Anyway, in usual light scattering experiments, depending on the temperature, modes are observed on both sides (Stokes and anti-Stokes) with an intensity difference determined by Bose-Einstein statistics. In this case, two ingredients, the slab geometry of the thin film and the broken time-reversal symmetry give rise to the propagation of a surface spin wave that travels in only one direction, known as the Damon-Eshbach mode. The DE mode propagates on the surface of the sample in a direction perpendicular to the magnetization, B, of the thin film, obeying a right-hand rule.
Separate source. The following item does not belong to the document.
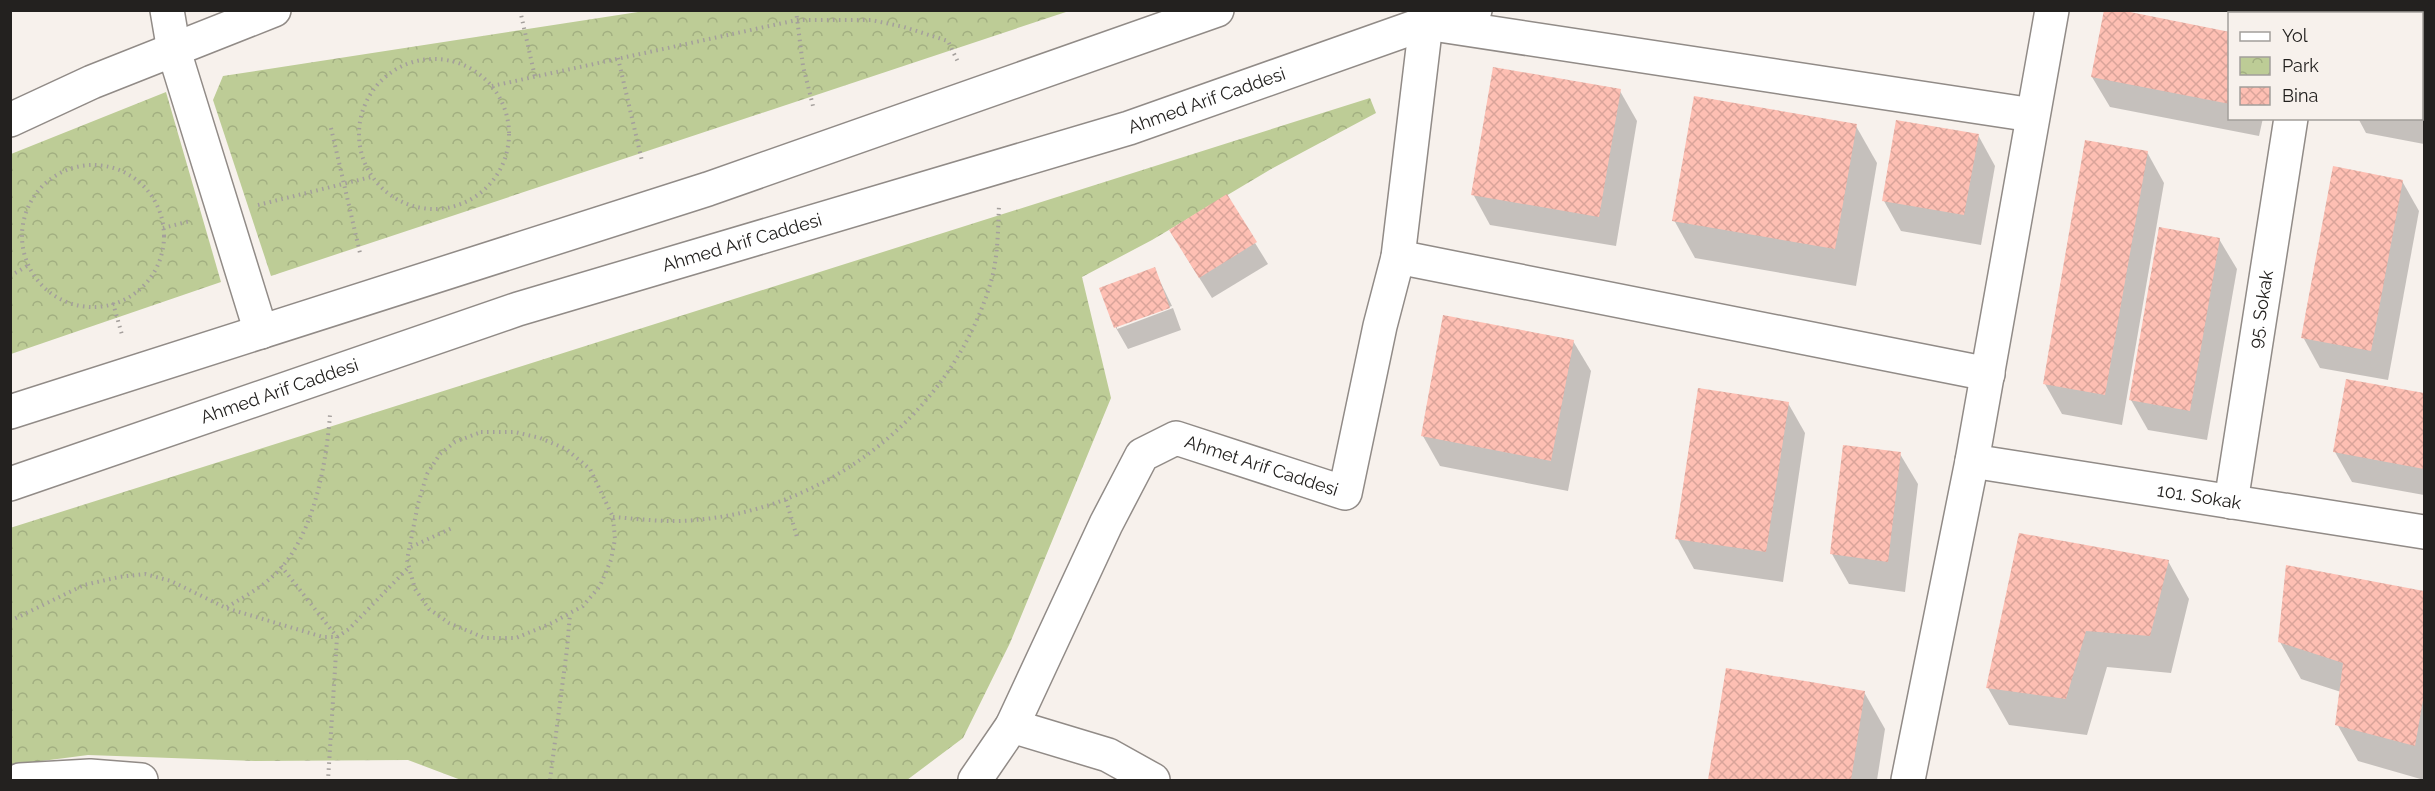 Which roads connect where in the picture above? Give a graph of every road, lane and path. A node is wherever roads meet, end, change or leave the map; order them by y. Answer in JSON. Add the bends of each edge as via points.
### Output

When one thinks about this, it is truly bizarre, as the dispersion relation would for the DE mode on the surface would look something like the image below for the different magnetic field directions:

Damon-Eshbach

One-way propagation of Damon Eshbach Mode

The dispersion branch only exists for one propagation direction! Because of this fact (and the conservation of momentum and energy laws), the mode is either observed solely on the Stokes or anti-Stokes side. This can be understood in the following way. Suppose the experimental geometry is such that the momentum transferred to the sample, q, is positive. One would then be able to excite the DE mode with the incident photon, giving rise to a peak on the Stokes side. However, the incident photon in the experiment cannot absorb the DE mode of momentum -q, because it doesn’t exist! Similar reasoning applies for the magnetization in the other direction, where one would observe a peak in only the anti-Stokes channel.

There is one more regard in which this experiment relied on a serendipitous occurrence. The thin film was thick enough that the light, which penetrates about 100 Angstroms, did not reach the back side of the film. If the film had been thin enough, a peak would have shown up in both the Stokes and anti-Stokes channels, as the photon would have been able to interact with both surfaces.

So with a little fortune and a lot of ingenuity, this experiment set Peter Grunberg on the path to his Nobel prize winning work on magnetic multilayers. As far as simple spectroscopy experiments go, one is unlikely to find results that are as remarkable and dramatic.